Flying Serpent?  Anthony Appleyard's take on "Flying Serpent" may not be so
farfetched.  But I doubt that this notion of a "Flying Serpent" was a result
of the Sonora desert heat and hallucinations caused by dehydration.  Perhaps
it is more related to the Mesoamerican mythological matrix of the "Feathered
Serpent."  Would it be that a "Flying Serpent" may have been envisioned as
possessing "Feathers" that made it fly?  As to Herodotus, what prompted him
to ascribe "flying snakes" to the Arabian desert but nowhere else?  Surely
some other explanation is at work here.


----- Original Message -----
From: "ANTHONY APPLEYARD" <a.appleyard at BTINTERNET.COM>
To: <NAHUAT-L at LISTS.UMN.EDU>
Sent: Friday, October 22, 2004 8:47 AM
Subject: Re: Coahuila


> On Mon, 11 Oct 2004, DARKHORSE wrote:
>> The way I gathered, Teca(s) means "People" Correct?

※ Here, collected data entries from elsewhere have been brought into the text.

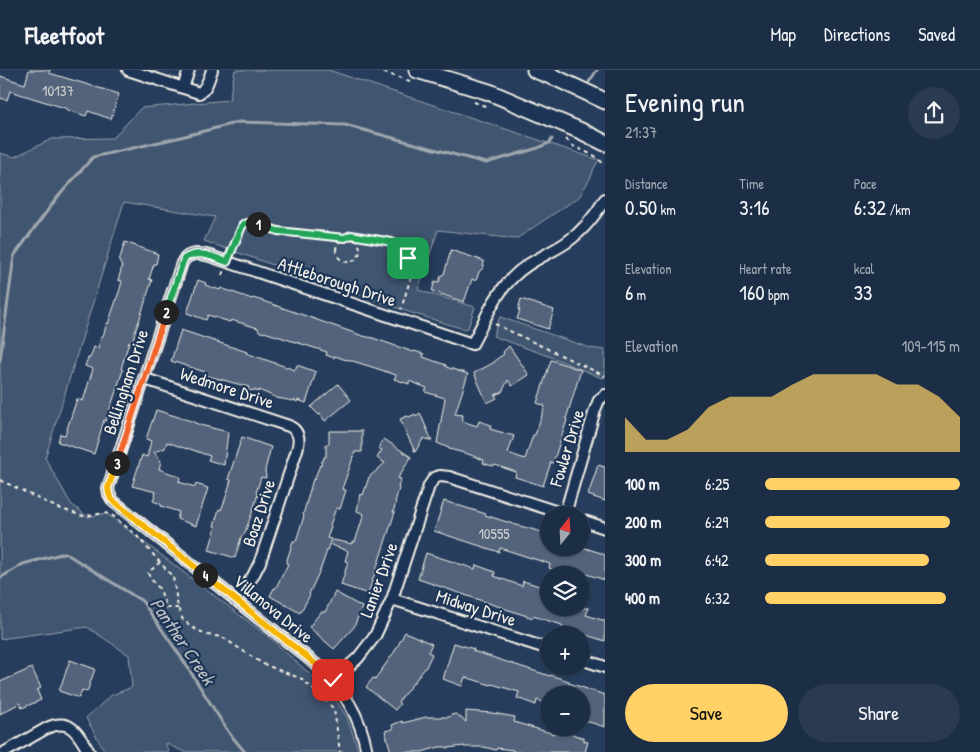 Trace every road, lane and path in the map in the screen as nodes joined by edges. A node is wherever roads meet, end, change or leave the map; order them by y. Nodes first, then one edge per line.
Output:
1 (128, 70) edge
2 (189, 70) edge
3 (212, 70) edge
4 (376, 70) edge
5 (535, 70) edge
6 (415, 76) edge
7 (183, 88) junction
8 (469, 100) dead end
9 (605, 101) edge
10 (488, 106) dead end
11 (561, 135) dead end
12 (605, 143) edge
13 (605, 165) edge
14 (605, 199) edge
15 (345, 238) junction
16 (191, 255) joint
17 (227, 262) junction
18 (222, 275) dead end
19 (397, 319) junction
20 (495, 324) dead end
21 (605, 376) edge
22 (145, 379) junction
23 (605, 394) edge
24 (297, 432) joint
25 (0, 480) edge
26 (109, 494) joint
27 (568, 506) edge
28 (540, 507) edge
29 (590, 523) edge
30 (605, 528) edge
31 (160, 562) junction
32 (392, 599) junction
33 (235, 600) junction
34 (178, 608) junction
35 (540, 646) edge
36 (590, 662) edge
37 (605, 667) edge
38 (333, 680) junction
39 (5, 752) edge
40 (89, 752) edge
41 (340, 752) edge
42 (367, 752) edge

1 - 7 street
2 - 7 street
3 - 7 street
4 - 6 path
5 - 9 main road
6 - 12 main road
8 - 10 path
11 - 13 path
14 - 19 street, Attleborough Drive
15 - 15 path
15 - 17 path
15 - 19 path
16 - 17 street, Attleborough Drive
16 - 22 street, Bellingham Drive
17 - 18 path
17 - 19 street, Attleborough Drive
20 - 21 path
22 - 24 street, Wedmore Drive
22 - 26 street, Bellingham Drive
23 - 27 street, Fowler Drive
24 - 33 street, Boaz Drive
25 - 31 path
26 - 33 street, Villanova Drive
28 - 32 street, Lanier Drive
29 - 30 street
31 - 34 path
31 - 34 path
32 - 35 street, Midway Drive
32 - 38 street, Lanier Drive
33 - 38 street, Villanova Drive
34 - 41 path
36 - 37 street
38 - 42 street, Villanova Drive
39 - 40 street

>> Thus "COAHUILTECANS" means "People of the Flying Serpent?"
>
> Coahuila is largely desert, like nearby Sonora. In the deserts of the
> Middle East, heat delirium hallucinations caused by dehydration,
> including seeing flying snakes, were so frequent down the millennia
> that some people believed that flying snakes existed: thus even the
> Greek historian Herodotus wrote "Snakes occur everywhere, but flying
> snakes in the desert of Arabia only.". Could travellers in Coahuila
> have hallucinated flying snakes for the same reason?